-- Entries provided follows --
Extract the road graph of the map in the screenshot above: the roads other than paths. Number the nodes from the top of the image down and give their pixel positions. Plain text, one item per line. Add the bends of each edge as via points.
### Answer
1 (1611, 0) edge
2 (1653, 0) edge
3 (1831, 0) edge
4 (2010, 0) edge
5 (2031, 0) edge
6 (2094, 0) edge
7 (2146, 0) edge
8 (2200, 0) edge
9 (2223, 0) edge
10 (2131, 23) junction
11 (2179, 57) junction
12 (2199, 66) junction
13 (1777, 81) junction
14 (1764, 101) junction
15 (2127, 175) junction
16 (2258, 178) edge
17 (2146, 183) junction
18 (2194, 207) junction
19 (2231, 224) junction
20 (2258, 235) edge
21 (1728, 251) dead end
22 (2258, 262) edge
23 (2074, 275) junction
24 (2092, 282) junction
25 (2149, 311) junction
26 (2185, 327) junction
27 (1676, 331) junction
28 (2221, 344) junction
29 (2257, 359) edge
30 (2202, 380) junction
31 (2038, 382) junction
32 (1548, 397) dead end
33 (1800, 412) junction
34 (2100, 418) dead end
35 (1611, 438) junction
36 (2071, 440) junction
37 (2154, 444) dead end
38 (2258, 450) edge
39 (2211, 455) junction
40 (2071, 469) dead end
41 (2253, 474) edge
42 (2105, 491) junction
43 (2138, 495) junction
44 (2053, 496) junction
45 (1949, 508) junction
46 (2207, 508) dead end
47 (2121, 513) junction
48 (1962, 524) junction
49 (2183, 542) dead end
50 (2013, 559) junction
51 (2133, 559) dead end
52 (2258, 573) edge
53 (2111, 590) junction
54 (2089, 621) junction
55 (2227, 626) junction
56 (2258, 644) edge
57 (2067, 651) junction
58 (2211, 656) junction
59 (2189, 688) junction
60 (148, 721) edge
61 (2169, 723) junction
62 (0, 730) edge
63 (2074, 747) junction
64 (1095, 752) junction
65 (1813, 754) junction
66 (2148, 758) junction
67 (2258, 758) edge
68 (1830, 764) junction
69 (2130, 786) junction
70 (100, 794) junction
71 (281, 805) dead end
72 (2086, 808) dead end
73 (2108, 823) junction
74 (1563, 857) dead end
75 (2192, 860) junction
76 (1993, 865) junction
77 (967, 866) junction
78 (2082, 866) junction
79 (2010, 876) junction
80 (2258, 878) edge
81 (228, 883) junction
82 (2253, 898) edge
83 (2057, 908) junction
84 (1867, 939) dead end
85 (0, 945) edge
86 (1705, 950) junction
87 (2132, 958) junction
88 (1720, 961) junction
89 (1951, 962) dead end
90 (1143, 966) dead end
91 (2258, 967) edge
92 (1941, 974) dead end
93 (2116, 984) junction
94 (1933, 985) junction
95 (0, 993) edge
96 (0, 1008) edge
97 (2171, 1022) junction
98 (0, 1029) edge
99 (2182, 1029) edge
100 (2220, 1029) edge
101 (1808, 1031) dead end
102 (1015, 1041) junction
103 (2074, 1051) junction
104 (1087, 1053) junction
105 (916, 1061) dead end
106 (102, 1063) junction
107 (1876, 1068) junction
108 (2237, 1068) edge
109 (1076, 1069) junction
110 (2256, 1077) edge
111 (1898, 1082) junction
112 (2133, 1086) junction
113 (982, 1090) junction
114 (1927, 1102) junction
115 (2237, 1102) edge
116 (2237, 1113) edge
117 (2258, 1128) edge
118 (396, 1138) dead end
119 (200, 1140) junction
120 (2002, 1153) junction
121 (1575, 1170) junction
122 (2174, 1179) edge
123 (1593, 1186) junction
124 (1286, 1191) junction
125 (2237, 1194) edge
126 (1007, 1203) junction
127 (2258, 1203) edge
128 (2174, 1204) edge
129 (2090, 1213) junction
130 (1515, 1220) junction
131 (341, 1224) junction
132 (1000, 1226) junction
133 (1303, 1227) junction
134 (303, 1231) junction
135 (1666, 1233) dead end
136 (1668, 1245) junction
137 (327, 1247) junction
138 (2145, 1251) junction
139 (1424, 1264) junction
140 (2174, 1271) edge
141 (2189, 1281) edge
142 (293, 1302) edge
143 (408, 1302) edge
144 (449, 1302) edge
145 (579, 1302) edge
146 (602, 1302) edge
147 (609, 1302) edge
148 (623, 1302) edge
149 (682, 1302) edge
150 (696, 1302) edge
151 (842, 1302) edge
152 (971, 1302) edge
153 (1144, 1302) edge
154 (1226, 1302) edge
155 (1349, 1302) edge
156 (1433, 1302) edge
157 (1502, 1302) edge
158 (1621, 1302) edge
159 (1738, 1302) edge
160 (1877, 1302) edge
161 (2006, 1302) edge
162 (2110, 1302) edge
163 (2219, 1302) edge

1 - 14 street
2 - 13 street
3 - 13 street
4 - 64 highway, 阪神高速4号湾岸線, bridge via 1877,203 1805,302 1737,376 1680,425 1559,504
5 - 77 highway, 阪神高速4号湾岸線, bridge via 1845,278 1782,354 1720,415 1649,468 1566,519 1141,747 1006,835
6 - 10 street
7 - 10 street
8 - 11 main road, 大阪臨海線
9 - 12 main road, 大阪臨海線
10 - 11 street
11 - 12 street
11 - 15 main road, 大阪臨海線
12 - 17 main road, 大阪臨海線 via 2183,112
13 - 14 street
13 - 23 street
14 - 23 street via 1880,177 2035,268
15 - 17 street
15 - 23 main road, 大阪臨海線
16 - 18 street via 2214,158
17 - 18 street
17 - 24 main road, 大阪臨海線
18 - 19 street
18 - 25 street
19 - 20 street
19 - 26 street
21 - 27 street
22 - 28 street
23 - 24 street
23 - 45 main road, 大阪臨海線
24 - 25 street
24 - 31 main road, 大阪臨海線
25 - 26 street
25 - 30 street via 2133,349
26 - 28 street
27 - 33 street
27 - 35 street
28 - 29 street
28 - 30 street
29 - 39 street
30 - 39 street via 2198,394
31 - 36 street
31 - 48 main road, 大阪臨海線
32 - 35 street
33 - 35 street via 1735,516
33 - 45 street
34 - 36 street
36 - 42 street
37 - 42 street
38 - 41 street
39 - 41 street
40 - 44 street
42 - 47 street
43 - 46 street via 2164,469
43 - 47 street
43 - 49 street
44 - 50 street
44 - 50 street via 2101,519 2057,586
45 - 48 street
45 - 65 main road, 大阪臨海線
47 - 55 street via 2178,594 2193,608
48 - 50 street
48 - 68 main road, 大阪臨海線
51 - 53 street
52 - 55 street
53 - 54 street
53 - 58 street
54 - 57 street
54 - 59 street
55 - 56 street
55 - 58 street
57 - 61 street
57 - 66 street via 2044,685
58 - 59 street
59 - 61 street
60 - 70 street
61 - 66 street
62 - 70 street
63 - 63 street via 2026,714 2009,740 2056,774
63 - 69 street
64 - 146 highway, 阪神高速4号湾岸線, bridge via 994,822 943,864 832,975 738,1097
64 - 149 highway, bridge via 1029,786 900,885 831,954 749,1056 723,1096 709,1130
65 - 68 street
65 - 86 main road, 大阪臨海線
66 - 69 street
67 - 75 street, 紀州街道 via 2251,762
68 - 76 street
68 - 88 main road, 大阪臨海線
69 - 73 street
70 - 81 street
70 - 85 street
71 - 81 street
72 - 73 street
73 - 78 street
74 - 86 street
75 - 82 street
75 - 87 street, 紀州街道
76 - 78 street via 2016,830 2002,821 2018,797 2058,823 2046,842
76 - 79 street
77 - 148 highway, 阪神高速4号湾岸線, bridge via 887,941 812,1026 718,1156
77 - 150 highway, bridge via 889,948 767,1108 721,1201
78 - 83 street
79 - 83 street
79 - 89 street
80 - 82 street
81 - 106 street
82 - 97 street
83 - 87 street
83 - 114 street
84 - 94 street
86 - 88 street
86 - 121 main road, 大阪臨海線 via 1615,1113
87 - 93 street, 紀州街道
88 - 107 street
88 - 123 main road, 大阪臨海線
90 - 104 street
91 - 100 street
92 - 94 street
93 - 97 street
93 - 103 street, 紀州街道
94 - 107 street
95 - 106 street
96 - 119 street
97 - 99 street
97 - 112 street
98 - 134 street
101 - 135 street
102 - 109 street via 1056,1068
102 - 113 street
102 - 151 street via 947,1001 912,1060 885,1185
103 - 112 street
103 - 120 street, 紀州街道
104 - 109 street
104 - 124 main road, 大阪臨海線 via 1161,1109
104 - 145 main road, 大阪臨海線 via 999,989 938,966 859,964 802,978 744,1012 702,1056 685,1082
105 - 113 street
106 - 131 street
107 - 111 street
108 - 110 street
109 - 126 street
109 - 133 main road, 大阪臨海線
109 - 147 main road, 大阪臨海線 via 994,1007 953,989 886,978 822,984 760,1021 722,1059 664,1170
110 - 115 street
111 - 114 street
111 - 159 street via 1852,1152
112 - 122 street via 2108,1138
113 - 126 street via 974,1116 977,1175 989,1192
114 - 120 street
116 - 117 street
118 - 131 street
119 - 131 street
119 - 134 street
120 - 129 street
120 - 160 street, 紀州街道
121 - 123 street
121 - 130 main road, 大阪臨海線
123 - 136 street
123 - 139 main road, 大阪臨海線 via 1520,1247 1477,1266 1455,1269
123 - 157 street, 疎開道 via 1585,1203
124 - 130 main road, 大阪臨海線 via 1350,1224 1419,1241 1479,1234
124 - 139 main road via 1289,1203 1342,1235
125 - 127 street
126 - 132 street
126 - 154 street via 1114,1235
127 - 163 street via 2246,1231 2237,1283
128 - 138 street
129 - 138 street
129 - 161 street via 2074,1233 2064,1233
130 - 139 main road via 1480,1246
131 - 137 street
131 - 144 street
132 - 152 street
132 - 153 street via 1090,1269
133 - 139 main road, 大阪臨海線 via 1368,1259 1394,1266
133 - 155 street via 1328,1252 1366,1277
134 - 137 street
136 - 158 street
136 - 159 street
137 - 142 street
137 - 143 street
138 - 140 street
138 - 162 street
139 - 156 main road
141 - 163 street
-- Entries provided concluded --
### Work to be completed
Report all lines in the listing above that contain the word "紀州街道".

### Exercise output
67 - 75 street, 紀州街道 via 2251,762
75 - 87 street, 紀州街道
87 - 93 street, 紀州街道
93 - 103 street, 紀州街道
103 - 120 street, 紀州街道
120 - 160 street, 紀州街道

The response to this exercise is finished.